Output the records. Match them exactly.

■ **Data for review**:
● ● ● ● ● ● ●

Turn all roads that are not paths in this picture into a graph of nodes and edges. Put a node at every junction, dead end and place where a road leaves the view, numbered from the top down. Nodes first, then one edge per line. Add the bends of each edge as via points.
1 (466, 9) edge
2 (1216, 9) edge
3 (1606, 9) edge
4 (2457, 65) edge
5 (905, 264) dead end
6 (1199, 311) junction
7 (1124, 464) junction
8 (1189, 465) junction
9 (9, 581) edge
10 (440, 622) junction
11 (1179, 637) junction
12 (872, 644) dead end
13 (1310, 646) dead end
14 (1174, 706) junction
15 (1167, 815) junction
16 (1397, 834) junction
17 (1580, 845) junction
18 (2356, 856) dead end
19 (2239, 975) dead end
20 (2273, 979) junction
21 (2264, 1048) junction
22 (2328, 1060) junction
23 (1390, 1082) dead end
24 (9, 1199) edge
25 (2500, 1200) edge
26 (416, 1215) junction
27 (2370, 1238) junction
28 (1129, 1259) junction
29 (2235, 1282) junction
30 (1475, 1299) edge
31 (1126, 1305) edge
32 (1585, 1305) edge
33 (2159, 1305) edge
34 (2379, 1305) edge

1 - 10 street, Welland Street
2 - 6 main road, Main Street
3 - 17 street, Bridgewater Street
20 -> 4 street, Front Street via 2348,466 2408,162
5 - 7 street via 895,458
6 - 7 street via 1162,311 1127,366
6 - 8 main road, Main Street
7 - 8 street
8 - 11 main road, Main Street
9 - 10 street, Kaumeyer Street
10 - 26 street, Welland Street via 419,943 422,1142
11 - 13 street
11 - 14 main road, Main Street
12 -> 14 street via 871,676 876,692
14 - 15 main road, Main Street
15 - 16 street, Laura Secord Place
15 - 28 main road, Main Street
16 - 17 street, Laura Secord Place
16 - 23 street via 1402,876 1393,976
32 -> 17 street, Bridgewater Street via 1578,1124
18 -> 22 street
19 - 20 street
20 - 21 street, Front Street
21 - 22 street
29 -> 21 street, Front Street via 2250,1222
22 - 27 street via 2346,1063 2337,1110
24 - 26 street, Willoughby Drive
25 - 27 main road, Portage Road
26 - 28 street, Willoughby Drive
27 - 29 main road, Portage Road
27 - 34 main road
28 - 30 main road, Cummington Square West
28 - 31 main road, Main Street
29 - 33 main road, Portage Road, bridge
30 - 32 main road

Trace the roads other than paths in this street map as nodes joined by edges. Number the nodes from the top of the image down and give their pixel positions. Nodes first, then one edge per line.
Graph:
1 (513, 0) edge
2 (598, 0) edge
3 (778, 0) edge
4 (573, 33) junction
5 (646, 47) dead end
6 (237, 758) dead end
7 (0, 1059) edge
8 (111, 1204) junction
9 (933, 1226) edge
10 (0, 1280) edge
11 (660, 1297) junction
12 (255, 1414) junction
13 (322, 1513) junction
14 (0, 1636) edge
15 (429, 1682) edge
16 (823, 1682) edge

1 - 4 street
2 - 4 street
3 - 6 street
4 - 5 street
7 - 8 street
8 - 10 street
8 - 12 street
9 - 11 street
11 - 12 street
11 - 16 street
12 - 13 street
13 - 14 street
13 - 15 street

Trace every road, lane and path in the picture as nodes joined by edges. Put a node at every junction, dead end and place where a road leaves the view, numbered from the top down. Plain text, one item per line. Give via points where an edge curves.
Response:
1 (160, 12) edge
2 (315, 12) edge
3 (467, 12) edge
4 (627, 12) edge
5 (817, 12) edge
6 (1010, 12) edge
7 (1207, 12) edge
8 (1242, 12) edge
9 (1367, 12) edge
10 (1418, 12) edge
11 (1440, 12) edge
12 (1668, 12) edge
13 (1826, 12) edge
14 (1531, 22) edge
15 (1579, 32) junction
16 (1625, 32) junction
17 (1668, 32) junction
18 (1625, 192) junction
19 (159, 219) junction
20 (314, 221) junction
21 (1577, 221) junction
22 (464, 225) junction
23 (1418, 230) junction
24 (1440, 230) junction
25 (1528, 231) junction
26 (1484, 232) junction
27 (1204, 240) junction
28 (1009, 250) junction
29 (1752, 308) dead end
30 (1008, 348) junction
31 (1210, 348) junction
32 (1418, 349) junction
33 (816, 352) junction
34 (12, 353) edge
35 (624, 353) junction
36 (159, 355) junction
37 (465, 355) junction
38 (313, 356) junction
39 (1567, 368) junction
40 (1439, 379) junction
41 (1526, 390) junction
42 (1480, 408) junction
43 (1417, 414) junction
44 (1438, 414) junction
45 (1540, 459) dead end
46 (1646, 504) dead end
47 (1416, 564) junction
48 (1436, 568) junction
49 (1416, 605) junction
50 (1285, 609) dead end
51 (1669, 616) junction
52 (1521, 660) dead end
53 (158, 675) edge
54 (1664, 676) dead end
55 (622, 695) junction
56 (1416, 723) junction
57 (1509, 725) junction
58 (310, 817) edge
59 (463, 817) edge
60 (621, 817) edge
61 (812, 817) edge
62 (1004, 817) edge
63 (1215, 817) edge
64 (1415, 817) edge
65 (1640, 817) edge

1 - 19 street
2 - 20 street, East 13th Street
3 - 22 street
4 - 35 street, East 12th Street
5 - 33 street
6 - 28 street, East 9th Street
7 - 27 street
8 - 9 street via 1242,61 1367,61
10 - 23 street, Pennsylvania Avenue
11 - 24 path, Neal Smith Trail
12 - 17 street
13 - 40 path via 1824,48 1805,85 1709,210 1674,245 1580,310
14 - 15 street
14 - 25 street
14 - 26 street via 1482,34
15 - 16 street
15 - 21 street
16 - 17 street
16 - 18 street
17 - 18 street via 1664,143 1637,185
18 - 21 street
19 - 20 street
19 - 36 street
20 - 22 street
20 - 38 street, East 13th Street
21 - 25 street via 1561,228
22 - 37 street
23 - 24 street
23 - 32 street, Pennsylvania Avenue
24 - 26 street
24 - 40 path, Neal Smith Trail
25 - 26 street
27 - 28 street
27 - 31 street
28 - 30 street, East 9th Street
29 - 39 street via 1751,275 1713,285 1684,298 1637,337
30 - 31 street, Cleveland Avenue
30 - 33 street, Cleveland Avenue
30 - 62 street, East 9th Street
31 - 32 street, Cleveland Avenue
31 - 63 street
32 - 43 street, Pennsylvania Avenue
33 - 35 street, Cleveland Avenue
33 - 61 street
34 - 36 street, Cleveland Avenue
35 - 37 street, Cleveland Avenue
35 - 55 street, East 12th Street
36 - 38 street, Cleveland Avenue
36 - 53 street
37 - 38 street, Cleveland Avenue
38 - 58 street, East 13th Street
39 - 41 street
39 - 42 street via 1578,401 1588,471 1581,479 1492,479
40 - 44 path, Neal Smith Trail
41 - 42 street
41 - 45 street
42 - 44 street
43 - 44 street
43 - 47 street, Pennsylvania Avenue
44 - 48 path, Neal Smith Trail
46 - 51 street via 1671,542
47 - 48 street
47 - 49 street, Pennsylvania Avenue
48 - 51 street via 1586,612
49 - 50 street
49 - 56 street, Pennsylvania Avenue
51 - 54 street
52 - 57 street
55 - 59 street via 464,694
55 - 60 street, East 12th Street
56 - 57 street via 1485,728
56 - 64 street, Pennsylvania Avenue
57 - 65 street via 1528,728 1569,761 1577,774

● ● ● ● ● ● ●

■ **Task answer**:
Turn all roads that are not paths in this picture into a graph of nodes and edges. Put a node at every junction, dead end and place where a road leaves the view, numbered from the top down. Nodes first, then one edge per line. Add the bends of each edge as via points.
1 (466, 9) edge
2 (1216, 9) edge
3 (1606, 9) edge
4 (2457, 65) edge
5 (905, 264) dead end
6 (1199, 311) junction
7 (1124, 464) junction
8 (1189, 465) junction
9 (9, 581) edge
10 (440, 622) junction
11 (1179, 637) junction
12 (872, 644) dead end
13 (1310, 646) dead end
14 (1174, 706) junction
15 (1167, 815) junction
16 (1397, 834) junction
17 (1580, 845) junction
18 (2356, 856) dead end
19 (2239, 975) dead end
20 (2273, 979) junction
21 (2264, 1048) junction
22 (2328, 1060) junction
23 (1390, 1082) dead end
24 (9, 1199) edge
25 (2500, 1200) edge
26 (416, 1215) junction
27 (2370, 1238) junction
28 (1129, 1259) junction
29 (2235, 1282) junction
30 (1475, 1299) edge
31 (1126, 1305) edge
32 (1585, 1305) edge
33 (2159, 1305) edge
34 (2379, 1305) edge

1 - 10 street, Welland Street
2 - 6 main road, Main Street
3 - 17 street, Bridgewater Street
20 -> 4 street, Front Street via 2348,466 2408,162
5 - 7 street via 895,458
6 - 7 street via 1162,311 1127,366
6 - 8 main road, Main Street
7 - 8 street
8 - 11 main road, Main Street
9 - 10 street, Kaumeyer Street
10 - 26 street, Welland Street via 419,943 422,1142
11 - 13 street
11 - 14 main road, Main Street
12 -> 14 street via 871,676 876,692
14 - 15 main road, Main Street
15 - 16 street, Laura Secord Place
15 - 28 main road, Main Street
16 - 17 street, Laura Secord Place
16 - 23 street via 1402,876 1393,976
32 -> 17 street, Bridgewater Street via 1578,1124
18 -> 22 street
19 - 20 street
20 - 21 street, Front Street
21 - 22 street
29 -> 21 street, Front Street via 2250,1222
22 - 27 street via 2346,1063 2337,1110
24 - 26 street, Willoughby Drive
25 - 27 main road, Portage Road
26 - 28 street, Willoughby Drive
27 - 29 main road, Portage Road
27 - 34 main road
28 - 30 main road, Cummington Square West
28 - 31 main road, Main Street
29 - 33 main road, Portage Road, bridge
30 - 32 main road

Trace the roads other than paths in this street map as nodes joined by edges. Number the nodes from the top of the image down and give their pixel positions. Nodes first, then one edge per line.
Graph:
1 (513, 0) edge
2 (598, 0) edge
3 (778, 0) edge
4 (573, 33) junction
5 (646, 47) dead end
6 (237, 758) dead end
7 (0, 1059) edge
8 (111, 1204) junction
9 (933, 1226) edge
10 (0, 1280) edge
11 (660, 1297) junction
12 (255, 1414) junction
13 (322, 1513) junction
14 (0, 1636) edge
15 (429, 1682) edge
16 (823, 1682) edge

1 - 4 street
2 - 4 street
3 - 6 street
4 - 5 street
7 - 8 street
8 - 10 street
8 - 12 street
9 - 11 street
11 - 12 street
11 - 16 street
12 - 13 street
13 - 14 street
13 - 15 street

Trace every road, lane and path in the picture as nodes joined by edges. Put a node at every junction, dead end and place where a road leaves the view, numbered from the top down. Plain text, one item per line. Give via points where an edge curves.
Response:
1 (160, 12) edge
2 (315, 12) edge
3 (467, 12) edge
4 (627, 12) edge
5 (817, 12) edge
6 (1010, 12) edge
7 (1207, 12) edge
8 (1242, 12) edge
9 (1367, 12) edge
10 (1418, 12) edge
11 (1440, 12) edge
12 (1668, 12) edge
13 (1826, 12) edge
14 (1531, 22) edge
15 (1579, 32) junction
16 (1625, 32) junction
17 (1668, 32) junction
18 (1625, 192) junction
19 (159, 219) junction
20 (314, 221) junction
21 (1577, 221) junction
22 (464, 225) junction
23 (1418, 230) junction
24 (1440, 230) junction
25 (1528, 231) junction
26 (1484, 232) junction
27 (1204, 240) junction
28 (1009, 250) junction
29 (1752, 308) dead end
30 (1008, 348) junction
31 (1210, 348) junction
32 (1418, 349) junction
33 (816, 352) junction
34 (12, 353) edge
35 (624, 353) junction
36 (159, 355) junction
37 (465, 355) junction
38 (313, 356) junction
39 (1567, 368) junction
40 (1439, 379) junction
41 (1526, 390) junction
42 (1480, 408) junction
43 (1417, 414) junction
44 (1438, 414) junction
45 (1540, 459) dead end
46 (1646, 504) dead end
47 (1416, 564) junction
48 (1436, 568) junction
49 (1416, 605) junction
50 (1285, 609) dead end
51 (1669, 616) junction
52 (1521, 660) dead end
53 (158, 675) edge
54 (1664, 676) dead end
55 (622, 695) junction
56 (1416, 723) junction
57 (1509, 725) junction
58 (310, 817) edge
59 (463, 817) edge
60 (621, 817) edge
61 (812, 817) edge
62 (1004, 817) edge
63 (1215, 817) edge
64 (1415, 817) edge
65 (1640, 817) edge

1 - 19 street
2 - 20 street, East 13th Street
3 - 22 street
4 - 35 street, East 12th Street
5 - 33 street
6 - 28 street, East 9th Street
7 - 27 street
8 - 9 street via 1242,61 1367,61
10 - 23 street, Pennsylvania Avenue
11 - 24 path, Neal Smith Trail
12 - 17 street
13 - 40 path via 1824,48 1805,85 1709,210 1674,245 1580,310
14 - 15 street
14 - 25 street
14 - 26 street via 1482,34
15 - 16 street
15 - 21 street
16 - 17 street
16 - 18 street
17 - 18 street via 1664,143 1637,185
18 - 21 street
19 - 20 street
19 - 36 street
20 - 22 street
20 - 38 street, East 13th Street
21 - 25 street via 1561,228
22 - 37 street
23 - 24 street
23 - 32 street, Pennsylvania Avenue
24 - 26 street
24 - 40 path, Neal Smith Trail
25 - 26 street
27 - 28 street
27 - 31 street
28 - 30 street, East 9th Street
29 - 39 street via 1751,275 1713,285 1684,298 1637,337
30 - 31 street, Cleveland Avenue
30 - 33 street, Cleveland Avenue
30 - 62 street, East 9th Street
31 - 32 street, Cleveland Avenue
31 - 63 street
32 - 43 street, Pennsylvania Avenue
33 - 35 street, Cleveland Avenue
33 - 61 street
34 - 36 street, Cleveland Avenue
35 - 37 street, Cleveland Avenue
35 - 55 street, East 12th Street
36 - 38 street, Cleveland Avenue
36 - 53 street
37 - 38 street, Cleveland Avenue
38 - 58 street, East 13th Street
39 - 41 street
39 - 42 street via 1578,401 1588,471 1581,479 1492,479
40 - 44 path, Neal Smith Trail
41 - 42 street
41 - 45 street
42 - 44 street
43 - 44 street
43 - 47 street, Pennsylvania Avenue
44 - 48 path, Neal Smith Trail
46 - 51 street via 1671,542
47 - 48 street
47 - 49 street, Pennsylvania Avenue
48 - 51 street via 1586,612
49 - 50 street
49 - 56 street, Pennsylvania Avenue
51 - 54 street
52 - 57 street
55 - 59 street via 464,694
55 - 60 street, East 12th Street
56 - 57 street via 1485,728
56 - 64 street, Pennsylvania Avenue
57 - 65 street via 1528,728 1569,761 1577,774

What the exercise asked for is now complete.